As I explained in an upthread post (which I am too rushed to go find the link to at the moment), the ledger of who owes whom is less important consideration than the fact that it represents $150 trillion of human capital that was misdirected in its activities since mid-1980s and especially since 1994 or so when the debt-based economy accelerated (1994 is when Clinton had the equations for official statistics changed so they can unleash the surge).



(note we have inflation of fractional reserve digits which is why official stats lie about inflation to hide its relevance, but simultaneously we have a deflation of M0 which official stats also lie about by including bank deposits held Federal Reserve (which should be monetary base MB not M0), thus MB is hockey stick but the Fed doesn't show us the true M0. The Fed is trying to hide from us the deflation that is really there. We can get a proxy for what is happening with M0 by looking velocity of MB which falling like rock! Go to this link then change the "a/b" to "b/a", click the "Redraw Graph" button, so that you get GDP / MB, then you will see velocity is falling off a cliff since 2008.)

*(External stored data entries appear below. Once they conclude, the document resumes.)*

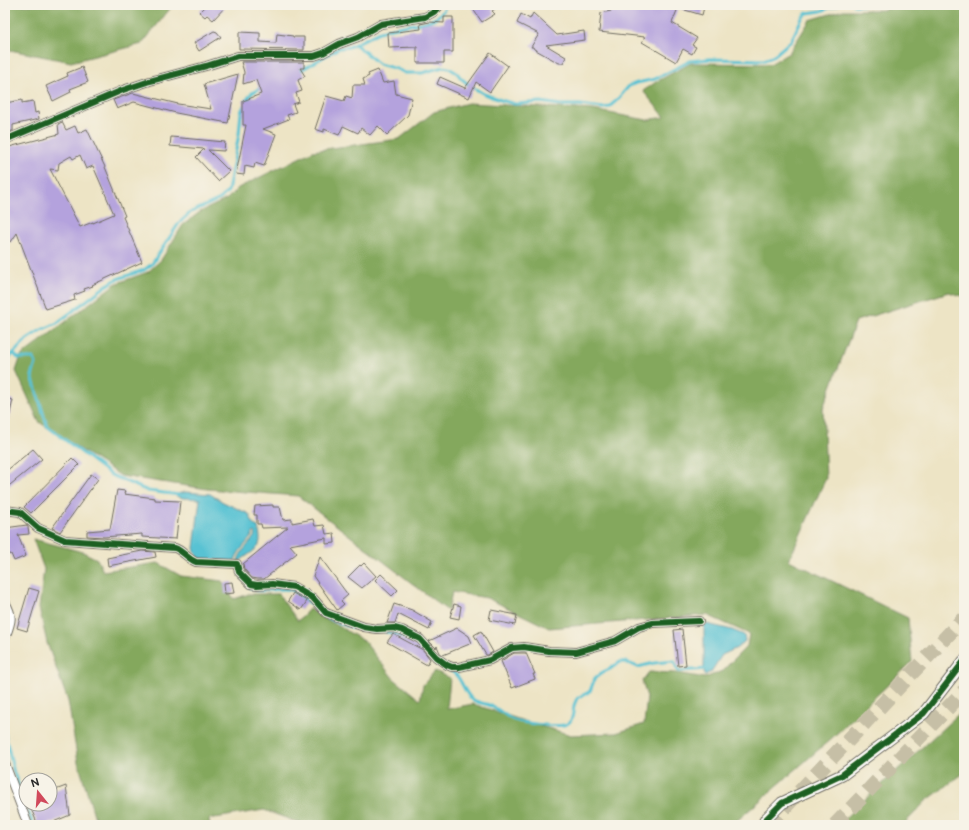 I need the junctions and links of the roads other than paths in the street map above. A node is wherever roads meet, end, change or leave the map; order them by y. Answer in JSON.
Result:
{"nodes":[{"id":1,"x":440,"y":5,"type":"edge"},
{"id":2,"x":5,"y":140,"type":"edge"},
{"id":3,"x":5,"y":510,"type":"edge"},
{"id":4,"x":5,"y":602,"type":"edge"},
{"id":5,"x":699,"y":621,"type":"dead end"},
{"id":6,"x":5,"y":638,"type":"edge"},
{"id":7,"x":964,"y":662,"type":"edge"},
{"id":8,"x":5,"y":764,"type":"edge"},
{"id":9,"x":28,"y":825,"type":"edge"},
{"id":10,"x":763,"y":825,"type":"edge"}],
"edges":[{"from":1,"to":2,"type":"street"},
{"from":3,"to":5,"type":"street"},
{"from":4,"to":6,"type":"street"},
{"from":7,"to":10,"type":"street"},
{"from":8,"to":9,"type":"street"}]} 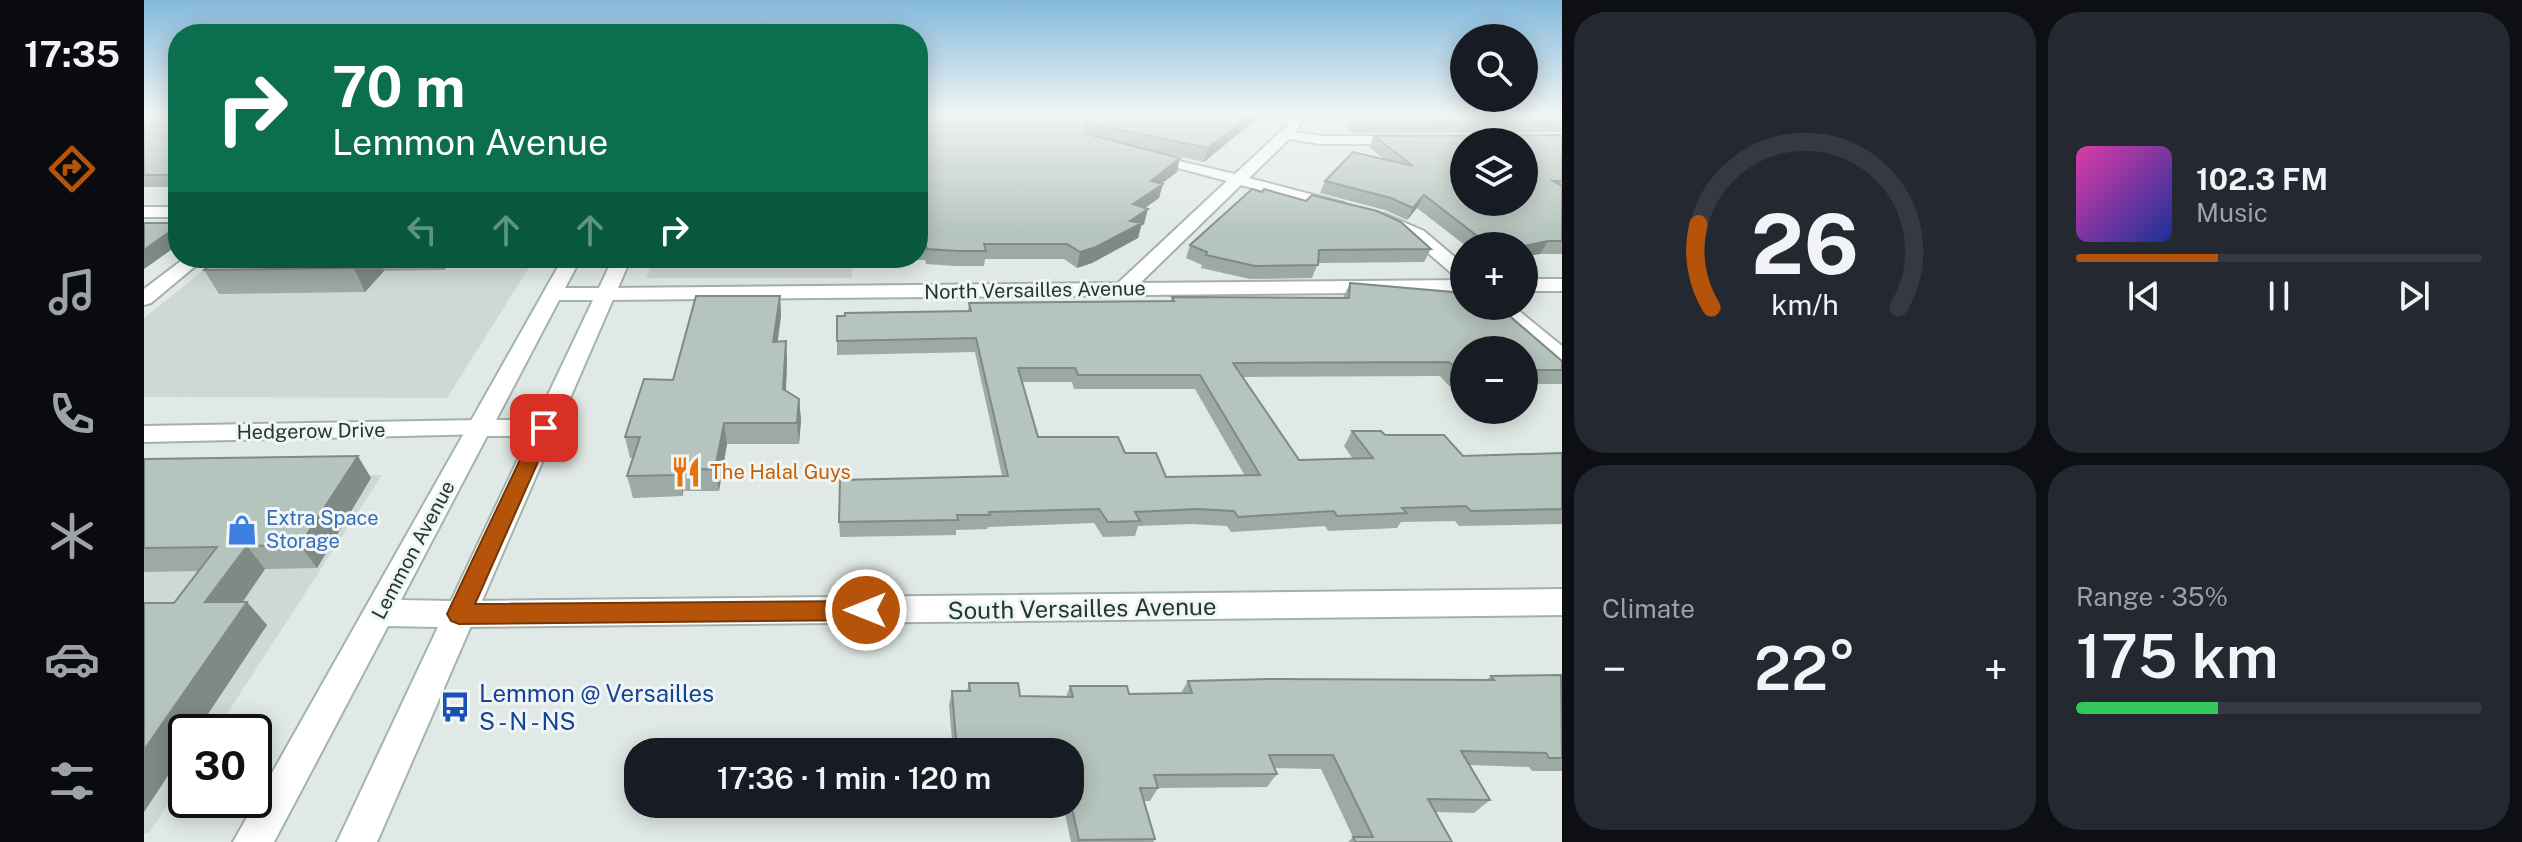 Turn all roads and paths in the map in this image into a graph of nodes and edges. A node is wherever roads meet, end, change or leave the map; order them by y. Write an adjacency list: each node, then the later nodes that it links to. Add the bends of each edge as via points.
1 (1143, 154): 3 (street)
2 (1264, 154): 3 (street)
3 (1238, 179): 6 (street, via 1399,225); 13 (street)
4 (144, 212): 5 (street)
5 (168, 212)
6 (1450, 262)
7 (183, 268): 16 (street)
8 (566, 268): 14 (street, Lemmon Avenue)
9 (618, 268): 15 (street)
10 (1538, 285): 11 (street)
11 (1562, 285)
12 (1450, 286): 13 (street, North Versailles Avenue)
13 (1123, 289): 15 (street, North Versailles Avenue)
14 (552, 294): 15 (street, North Versailles Avenue); 19 (street, Lemmon Avenue)
15 (607, 294): 20 (street)
16 (144, 299)
17 (1518, 320): 18 (street)
18 (1562, 357)
19 (478, 428): 20 (street, Hedgerow Drive); 21 (street, Hedgerow Drive); 23 (street, Lemmon Avenue)
20 (544, 428): 24 (street)
21 (144, 434)
22 (1562, 602): 24 (street, South Versailles Avenue)
23 (379, 613): 24 (street, South Versailles Avenue); 25 (street, Lemmon Avenue)
24 (459, 614): 26 (street)
25 (253, 842)
26 (357, 842)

So this is why technological employment is going to be so severe and massive overcapacity in manufacturing, fixed capital infrastructure, and conspicuous consumption, because all during the 1970s, 80s, 90s, and 2000s, while a few of us hackers were becoming 100000X more productive with our new found toy (the personal computer), the bulk of the population was able to stay in the old industrial economy thanks to increasing debt.

So what you are going to see when the $150 trillion debt bomb explodes 2016ish is that anyone who is not very technically relevant in the new Knowledge Economy will find themselves unemployable. The governments will try to appease this majority by taxation and confiscating everything, because they fundamentally don't understand the cause of the problem.

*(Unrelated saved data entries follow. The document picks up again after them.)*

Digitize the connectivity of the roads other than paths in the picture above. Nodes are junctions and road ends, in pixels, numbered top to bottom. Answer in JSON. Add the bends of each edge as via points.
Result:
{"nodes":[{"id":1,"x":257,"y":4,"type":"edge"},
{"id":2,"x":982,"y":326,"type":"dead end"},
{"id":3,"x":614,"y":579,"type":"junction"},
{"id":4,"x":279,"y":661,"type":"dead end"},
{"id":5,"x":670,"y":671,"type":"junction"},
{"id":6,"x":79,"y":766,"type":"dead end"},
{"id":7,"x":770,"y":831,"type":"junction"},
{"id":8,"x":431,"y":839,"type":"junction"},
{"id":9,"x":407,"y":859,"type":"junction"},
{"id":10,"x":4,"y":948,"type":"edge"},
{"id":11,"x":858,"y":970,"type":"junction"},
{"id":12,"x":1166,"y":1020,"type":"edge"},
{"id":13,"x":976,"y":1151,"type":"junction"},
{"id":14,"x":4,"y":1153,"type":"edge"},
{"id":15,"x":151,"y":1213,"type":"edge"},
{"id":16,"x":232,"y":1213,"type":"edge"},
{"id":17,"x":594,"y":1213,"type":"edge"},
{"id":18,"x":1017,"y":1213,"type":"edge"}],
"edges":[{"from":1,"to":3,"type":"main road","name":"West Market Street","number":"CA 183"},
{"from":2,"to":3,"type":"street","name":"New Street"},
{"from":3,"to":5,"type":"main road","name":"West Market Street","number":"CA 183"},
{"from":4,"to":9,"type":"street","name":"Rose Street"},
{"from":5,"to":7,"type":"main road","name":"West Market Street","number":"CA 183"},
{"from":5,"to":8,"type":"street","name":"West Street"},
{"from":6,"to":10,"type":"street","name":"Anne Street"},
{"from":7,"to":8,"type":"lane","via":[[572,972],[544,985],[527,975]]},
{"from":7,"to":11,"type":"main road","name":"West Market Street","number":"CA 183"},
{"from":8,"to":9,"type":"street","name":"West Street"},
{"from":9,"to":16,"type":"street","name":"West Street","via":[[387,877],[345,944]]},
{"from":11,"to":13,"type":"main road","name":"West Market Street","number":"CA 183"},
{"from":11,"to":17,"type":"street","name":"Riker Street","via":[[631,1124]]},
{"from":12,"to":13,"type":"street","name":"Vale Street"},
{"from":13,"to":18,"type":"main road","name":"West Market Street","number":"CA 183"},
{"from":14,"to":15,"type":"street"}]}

With both scenarios (further concentration of wealth/obliteration of wealth) I see several problems that make this scenario seem unlikely.

Those ledger IOUs are worthless to both lender and borrower. The capital now is all in the brains of hackers such as myself. We take over now. Checkmate. While we were busy sleeping under our desks for the past 3 decades, the rest of you were out enjoying yourself. Now the payback comes. Oxford U. admits 47% of the existing jobs will be replaced with robots over next 19 years (was 20 last year when study was published).

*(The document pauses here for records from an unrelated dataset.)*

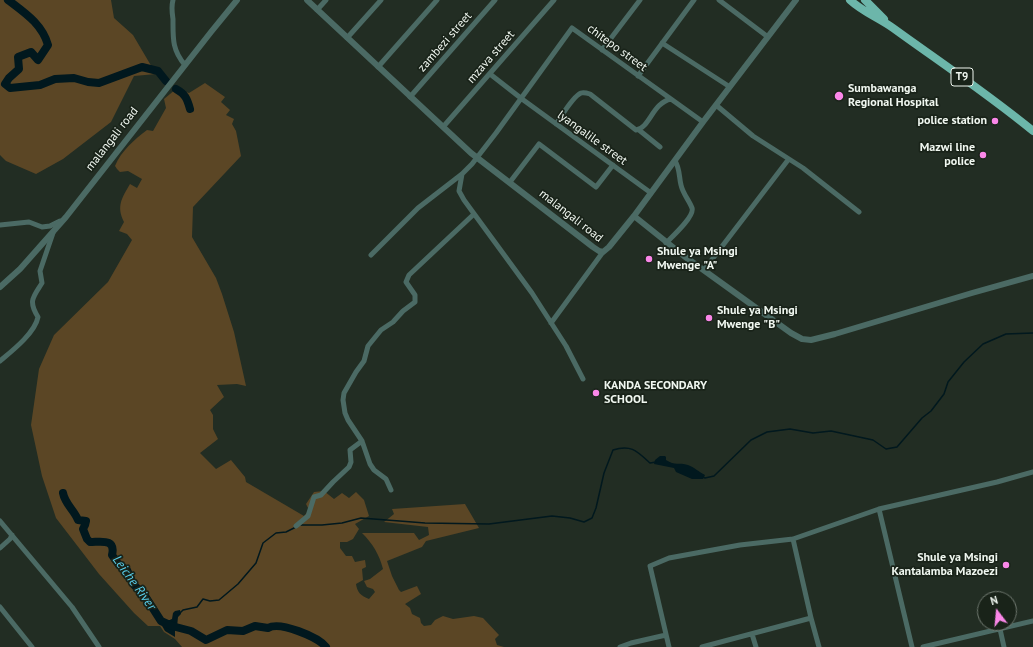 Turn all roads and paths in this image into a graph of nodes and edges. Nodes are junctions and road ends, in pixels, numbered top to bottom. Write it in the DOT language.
graph roads {
  1 [pos="173,0"];
  2 [pos="238,0"];
  3 [pos="307,0"];
  4 [pos="326,0"];
  5 [pos="381,0"];
  6 [pos="437,0"];
  7 [pos="495,0"];
  8 [pos="554,0"];
  9 [pos="640,0"];
  10 [pos="694,0"];
  11 [pos="719,0"];
  12 [pos="796,0"];
  13 [pos="855,2"];
  14 [pos="867,2"];
  15 [pos="317,10"];
  16 [pos="863,11"];
  17 [pos="889,25"];
  18 [pos="768,37"];
  19 [pos="348,38"];
  20 [pos="662,43"];
  21 [pos="602,50"];
  22 [pos="185,65"];
  23 [pos="378,67"];
  24 [pos="490,74"];
  25 [pos="638,76"];
  26 [pos="730,87"];
  27 [pos="410,96"];
  28 [pos="522,99"];
  29 [pos="670,99"];
  30 [pos="716,105"];
  31 [pos="703,122"];
  32 [pos="556,124"];
  33 [pos="443,127"];
  34 [pos="1032,127"];
  35 [pos="639,130"];
  36 [pos="660,147"];
  37 [pos="477,157"];
  38 [pos="788,160"];
  39 [pos="675,161"];
  40 [pos="613,165"];
  41 [pos="462,174"];
  42 [pos="510,182"];
  43 [pos="651,193"];
  44 [pos="859,212"];
  45 [pos="474,214"];
  46 [pos="634,216"];
  47 [pos="66,217"];
  48 [pos="0,224"];
  49 [pos="54,230"];
  50 [pos="666,243"];
  51 [pos="603,252"];
  52 [pos="371,255"];
  53 [pos="704,270"];
  54 [pos="1033,276"];
  55 [pos="0,287"];
  56 [pos="552,323"];
  57 [pos="0,362"];
  58 [pos="584,378"];
  59 [pos="362,441"];
  60 [pos="1033,473"];
  61 [pos="392,490"];
  62 [pos="879,509"];
  63 [pos="0,521"];
  64 [pos="296,526"];
  65 [pos="12,535"];
  66 [pos="793,539"];
  67 [pos="0,548"];
  68 [pos="0,607"];
  69 [pos="811,618"];
  70 [pos="1033,621"];
  71 [pos="1017,625"];
  72 [pos="991,631"];
  73 [pos="1000,631"];
  74 [pos="752,634"];
  75 [pos="666,635"];
  76 [pos="32,647"];
  77 [pos="99,647"];
  78 [pos="620,647"];
  79 [pos="669,647"];
  80 [pos="702,647"];
  81 [pos="756,647"];
  82 [pos="820,647"];
  83 [pos="912,647"];
  84 [pos="923,647"];
  85 [pos="1004,647"];
  1 -- 22 [label="street"];
  2 -- 22 [label="street, malangali road"];
  3 -- 15 [label="street, malangali road"];
  4 -- 15 [label="street"];
  5 -- 19 [label="street"];
  6 -- 23 [label="street"];
  7 -- 27 [label="street, zambezi street"];
  8 -- 24 [label="street, mzava street"];
  9 -- 21 [label="street"];
  10 -- 20 [label="street"];
  11 -- 18 [label="street"];
  12 -- 18 [label="street, malangali road"];
  13 -- 16 [label="highway, T9"];
  14 -- 16 [label="highway"];
  14 -- 17 [label="highway, T9"];
  15 -- 19 [label="street, malangali road"];
  16 -- 17 [label="highway, T9"];
  17 -- 34 [label="highway, T9"];
  18 -- 26 [label="street, malangali road"];
  19 -- 23 [label="street, malangali road"];
  20 -- 25 [label="street"];
  20 -- 26 [label="street"];
  21 -- 25 [label="street, chitepo street"];
  21 -- 28 [label="street, chitepo street"];
  22 -- 47 [label="street, malangali road"];
  23 -- 27 [label="street, malangali road"];
  24 -- 28 [label="street, lyangalile street"];
  24 -- 33 [label="street, mzava street"];
  25 -- 29 [label="street, chitepo street"];
  26 -- 30 [label="street, malangali road"];
  27 -- 33 [label="street, malangali road"];
  28 -- 32 [label="street, lyangalile street"];
  28 -- 37 [label="street, chitepo street"];
  29 -- 31 [label="street, chitepo street"];
  29 -- 35 [label="street"];
  30 -- 31 [label="street, malangali road"];
  30 -- 38 [label="street"];
  31 -- 39 [label="street, malangali road"];
  32 -- 35 [label="street"];
  32 -- 40 [label="street, lyangalile street"];
  33 -- 37 [label="street, malangali road"];
  35 -- 36 [label="street"];
  37 -- 41 [label="street, chitepo street"];
  37 -- 42 [label="street, malangali road"];
  38 -- 44 [label="street"];
  38 -- 53 [label="street"];
  39 -- 43 [label="street, malangali road"];
  39 -- 50 [label="street"];
  40 -- 42 [label="street"];
  40 -- 43 [label="street, lyangalile street"];
  41 -- 45 [label="street"];
  41 -- 52 [label="street, chitepo street"];
  42 -- 51 [label="street, malangali road"];
  43 -- 46 [label="street, malangali road"];
  45 -- 56 [label="street"];
  45 -- 59 [label="street"];
  46 -- 50 [label="street"];
  46 -- 51 [label="street, malangali road"];
  47 -- 48 [label="street"];
  47 -- 49 [label="street, malangali road"];
  49 -- 55 [label="street, malangali road"];
  49 -- 57 [label="street"];
  50 -- 53 [label="street"];
  51 -- 56 [label="street"];
  53 -- 54 [label="street"];
  56 -- 58 [label="street"];
  59 -- 61 [label="street"];
  59 -- 64 [label="street"];
  60 -- 62 [label="street"];
  62 -- 66 [label="street"];
  62 -- 83 [label="street"];
  63 -- 65 [label="street"];
  65 -- 67 [label="street"];
  65 -- 77 [label="street"];
  66 -- 69 [label="street"];
  66 -- 75 [label="street"];
  68 -- 76 [label="street"];
  69 -- 74 [label="street"];
  69 -- 82 [label="street"];
  70 -- 71 [label="street"];
  72 -- 84 [label="street"];
  73 -- 85 [label="street"];
  74 -- 80 [label="street"];
  74 -- 81 [label="street"];
  75 -- 78 [label="street"];
  75 -- 79 [label="street"];
}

1) The widespread confiscation of wealth would inevitably weaken or even nearly eradicate consumerism which is one of the strongest motors to our society and one of the most effective measures for the elite to concentrate wealth at the same time by concentrating the production to satisfy consumerism.  What would the elite gain by basically wiping out most people's spending capacity?

The government isn't run rationally. The vested interests want to suck as much blood out of a turnip as they can. They have no foresight on outcomes, especially they don't even understand.

However, I am one of those who do believe the Bilderbergs understand they must first collapse the economy in order to create the chaos from which they can get their one world government. They want to weaken local and national structures so they can get the economy-of-scale of control to compete with the technology which is rewarding bottom-up hackers.

It is really a defensive move for them and they while getting their world outcome are actually in retreat and losing the way ultimately.


This would in either case harm the creditor by either obliterating his own wealth or at least a lot of possibilities to spend his own wealth.
2) Do all relevant governments work on this collectively? From my current observations of international politics it seems as this is not the case most of the time. Why would it be the case in this event and wouldn't it create opportunities for backstabbing and breaking of the agreement to confiscate all wealth?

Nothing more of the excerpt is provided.